Work to complete: Among the records, which lines hold the word "order"? Pick them out.

Given information:
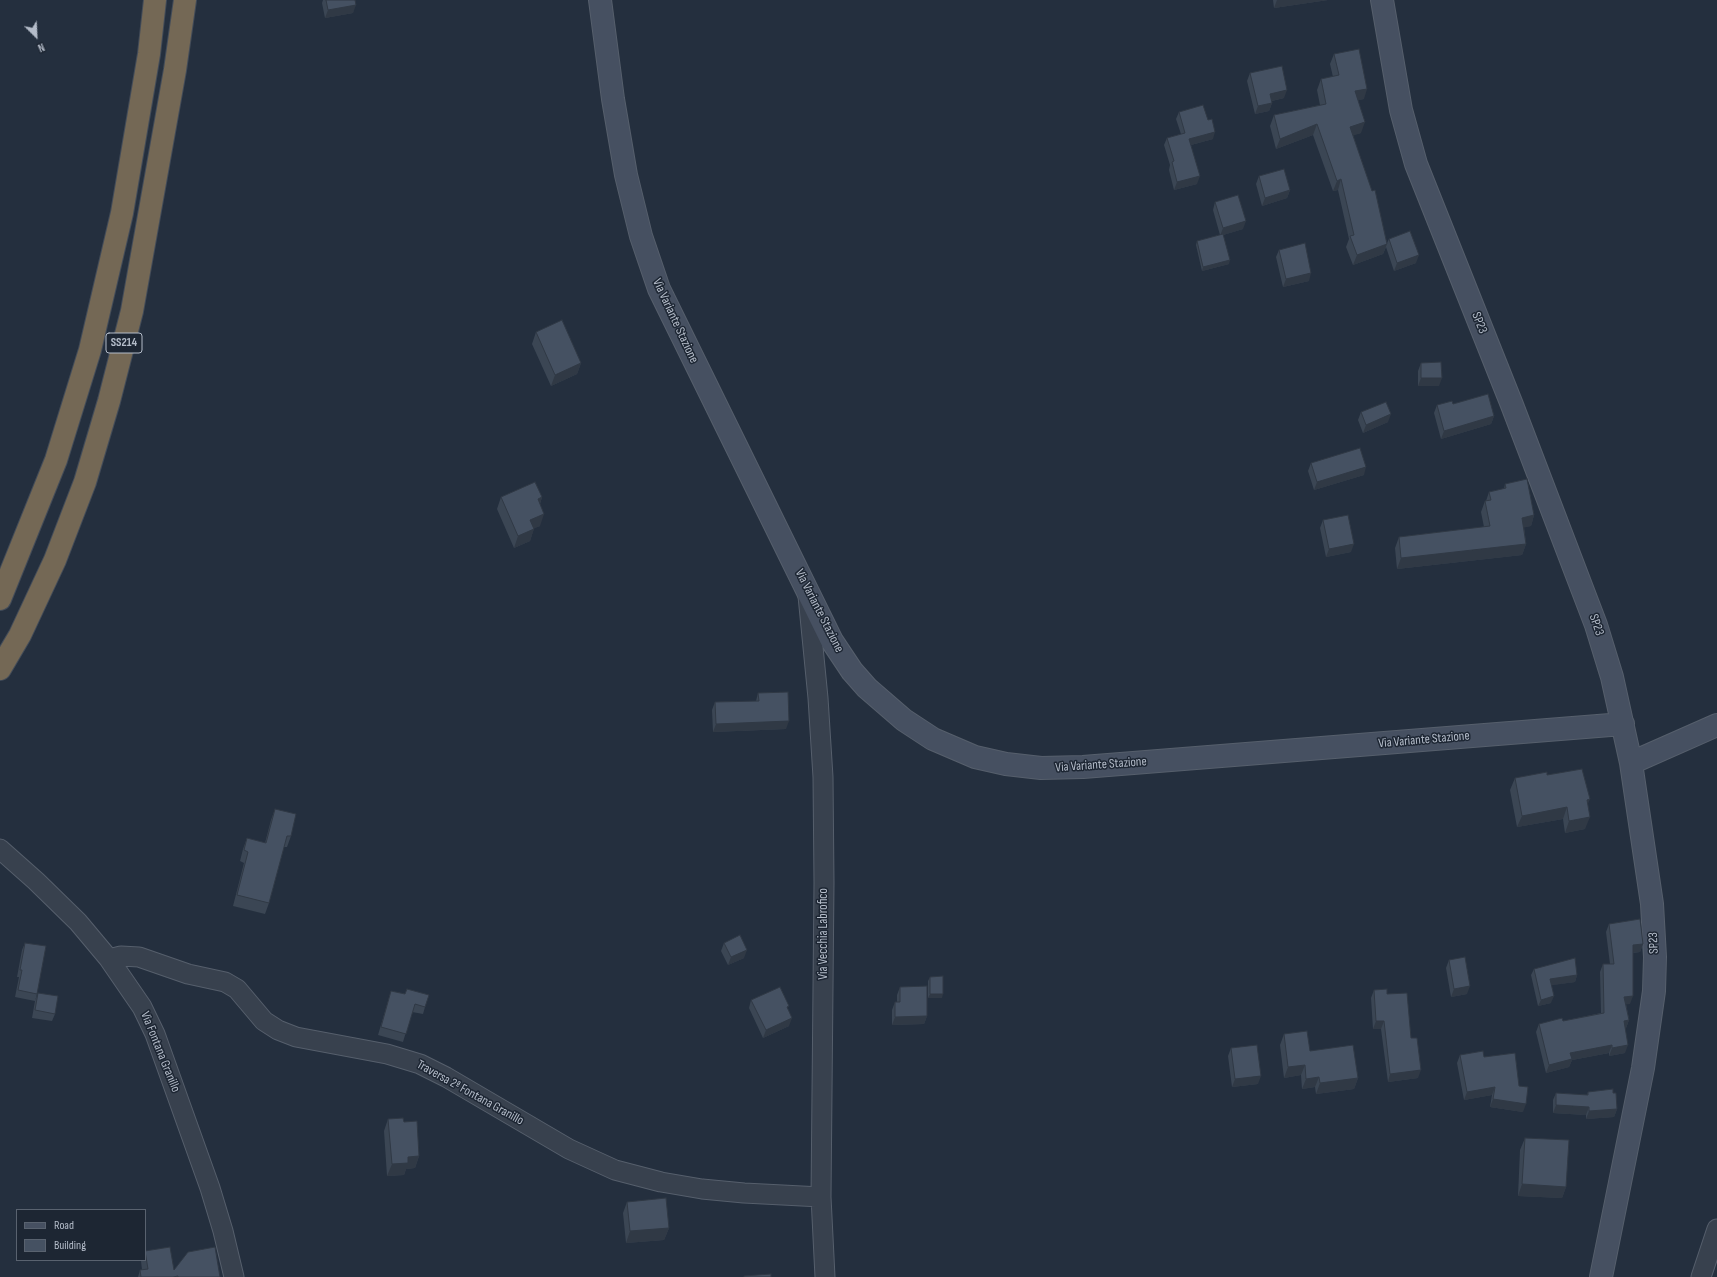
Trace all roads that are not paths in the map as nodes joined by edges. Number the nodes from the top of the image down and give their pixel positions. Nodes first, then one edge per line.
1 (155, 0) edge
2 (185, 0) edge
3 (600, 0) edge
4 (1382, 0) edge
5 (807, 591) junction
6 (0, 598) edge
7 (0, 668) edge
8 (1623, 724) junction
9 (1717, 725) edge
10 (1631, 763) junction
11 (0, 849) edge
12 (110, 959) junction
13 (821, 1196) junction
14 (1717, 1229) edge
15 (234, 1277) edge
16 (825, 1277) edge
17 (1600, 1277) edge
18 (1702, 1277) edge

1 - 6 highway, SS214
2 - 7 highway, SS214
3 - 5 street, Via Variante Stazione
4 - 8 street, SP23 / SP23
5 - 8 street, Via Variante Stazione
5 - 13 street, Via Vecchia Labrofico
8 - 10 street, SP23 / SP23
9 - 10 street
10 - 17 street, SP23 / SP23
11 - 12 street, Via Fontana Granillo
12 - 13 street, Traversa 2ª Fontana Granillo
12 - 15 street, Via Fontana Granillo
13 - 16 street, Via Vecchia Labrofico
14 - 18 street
---
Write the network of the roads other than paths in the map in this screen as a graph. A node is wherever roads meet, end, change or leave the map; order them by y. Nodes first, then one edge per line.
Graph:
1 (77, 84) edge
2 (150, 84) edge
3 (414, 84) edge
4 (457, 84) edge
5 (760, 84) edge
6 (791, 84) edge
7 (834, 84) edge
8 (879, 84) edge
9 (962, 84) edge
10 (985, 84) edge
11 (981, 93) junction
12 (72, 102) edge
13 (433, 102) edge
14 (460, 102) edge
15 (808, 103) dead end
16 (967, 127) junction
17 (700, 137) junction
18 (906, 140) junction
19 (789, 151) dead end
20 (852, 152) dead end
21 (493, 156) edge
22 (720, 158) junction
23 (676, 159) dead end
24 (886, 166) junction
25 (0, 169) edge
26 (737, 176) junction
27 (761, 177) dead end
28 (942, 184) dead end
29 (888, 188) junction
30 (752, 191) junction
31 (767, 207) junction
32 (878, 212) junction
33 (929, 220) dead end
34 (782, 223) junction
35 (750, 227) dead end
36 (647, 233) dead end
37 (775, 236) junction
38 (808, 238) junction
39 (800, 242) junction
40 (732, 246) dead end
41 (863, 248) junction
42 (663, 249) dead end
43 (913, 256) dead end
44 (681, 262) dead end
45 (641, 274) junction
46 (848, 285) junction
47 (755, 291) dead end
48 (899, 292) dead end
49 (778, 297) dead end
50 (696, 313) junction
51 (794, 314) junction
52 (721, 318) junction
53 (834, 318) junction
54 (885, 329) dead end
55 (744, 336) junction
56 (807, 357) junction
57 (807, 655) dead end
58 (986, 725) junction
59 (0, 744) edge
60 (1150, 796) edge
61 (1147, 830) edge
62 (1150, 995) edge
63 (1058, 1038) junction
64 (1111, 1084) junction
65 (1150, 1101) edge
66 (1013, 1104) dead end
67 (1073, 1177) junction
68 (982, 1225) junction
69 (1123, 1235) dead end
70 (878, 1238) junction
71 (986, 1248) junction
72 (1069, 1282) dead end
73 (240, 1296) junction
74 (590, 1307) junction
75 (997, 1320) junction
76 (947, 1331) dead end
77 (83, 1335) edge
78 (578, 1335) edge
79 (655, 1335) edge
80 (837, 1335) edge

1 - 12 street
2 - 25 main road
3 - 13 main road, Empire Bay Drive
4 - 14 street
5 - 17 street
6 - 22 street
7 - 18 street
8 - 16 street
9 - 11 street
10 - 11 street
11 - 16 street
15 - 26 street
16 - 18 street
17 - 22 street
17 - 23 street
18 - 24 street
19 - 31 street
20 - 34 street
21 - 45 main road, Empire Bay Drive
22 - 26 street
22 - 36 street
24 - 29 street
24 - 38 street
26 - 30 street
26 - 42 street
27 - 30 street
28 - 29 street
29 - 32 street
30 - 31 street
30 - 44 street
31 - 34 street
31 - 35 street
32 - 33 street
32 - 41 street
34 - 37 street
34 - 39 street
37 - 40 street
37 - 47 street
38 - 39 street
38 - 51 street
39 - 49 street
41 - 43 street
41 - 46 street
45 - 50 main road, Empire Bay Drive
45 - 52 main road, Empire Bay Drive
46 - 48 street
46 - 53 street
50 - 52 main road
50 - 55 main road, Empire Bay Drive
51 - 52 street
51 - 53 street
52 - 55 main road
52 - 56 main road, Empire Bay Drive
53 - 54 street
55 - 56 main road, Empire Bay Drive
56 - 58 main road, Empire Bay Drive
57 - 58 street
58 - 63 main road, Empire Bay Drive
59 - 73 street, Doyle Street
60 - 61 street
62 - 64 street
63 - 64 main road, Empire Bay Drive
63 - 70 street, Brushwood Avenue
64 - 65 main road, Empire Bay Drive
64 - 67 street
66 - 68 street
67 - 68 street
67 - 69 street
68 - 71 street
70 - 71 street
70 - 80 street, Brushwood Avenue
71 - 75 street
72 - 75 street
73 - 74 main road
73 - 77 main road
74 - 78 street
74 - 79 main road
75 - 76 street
--
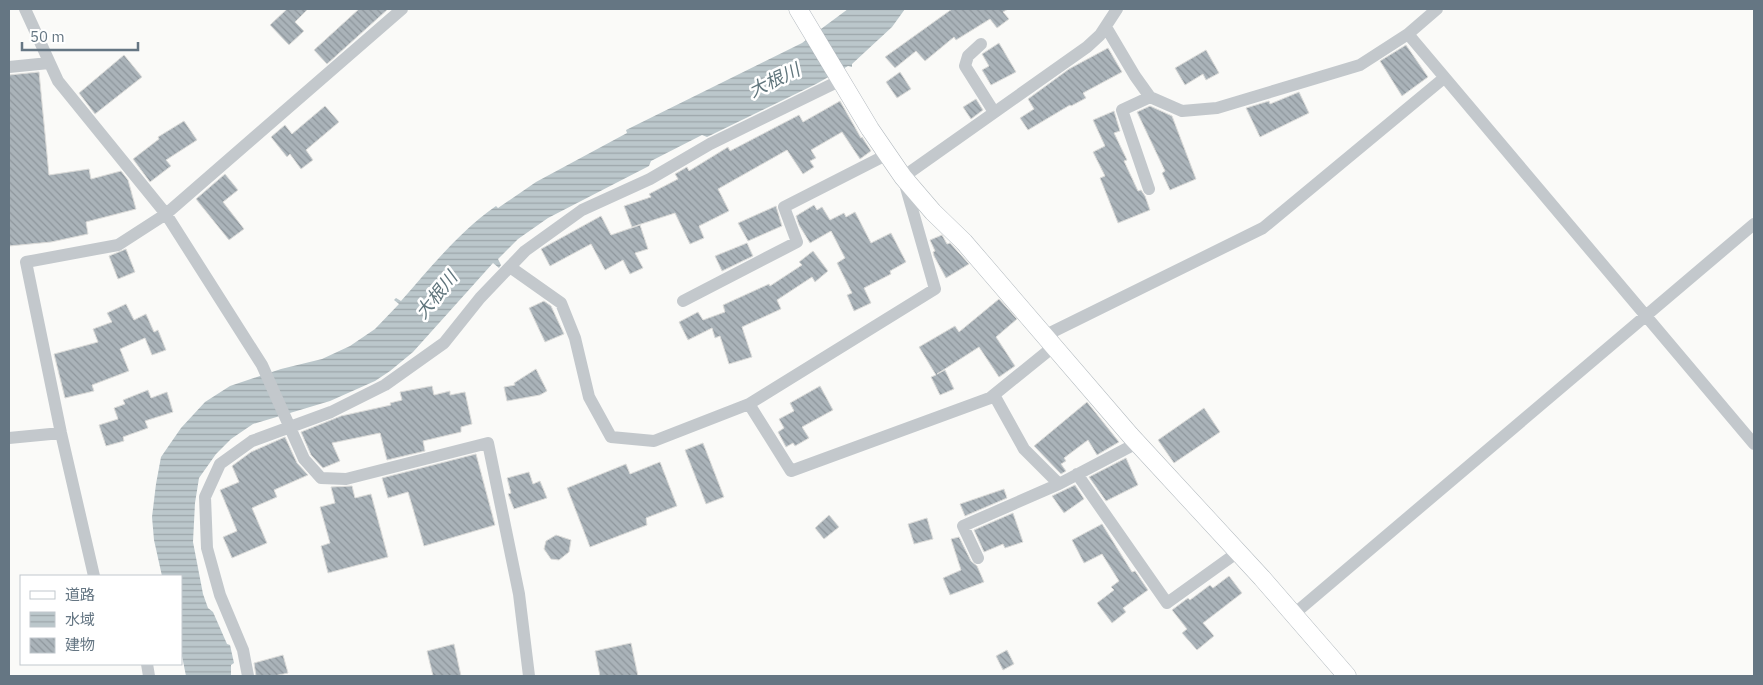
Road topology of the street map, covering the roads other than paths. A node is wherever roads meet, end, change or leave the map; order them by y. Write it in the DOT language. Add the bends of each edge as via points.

Exercise solution:
Write the network of the roads other than paths in the map in this screen as a graph. A node is wherever roads meet, end, change or leave the map; order them by y. Nodes first, then one edge per line.
Road topology of the street map, covering the roads other than paths. A node is wherever roads meet, end, change or leave the map; order them by y. Write it in the DOT language. Add the bends of each edge as via points.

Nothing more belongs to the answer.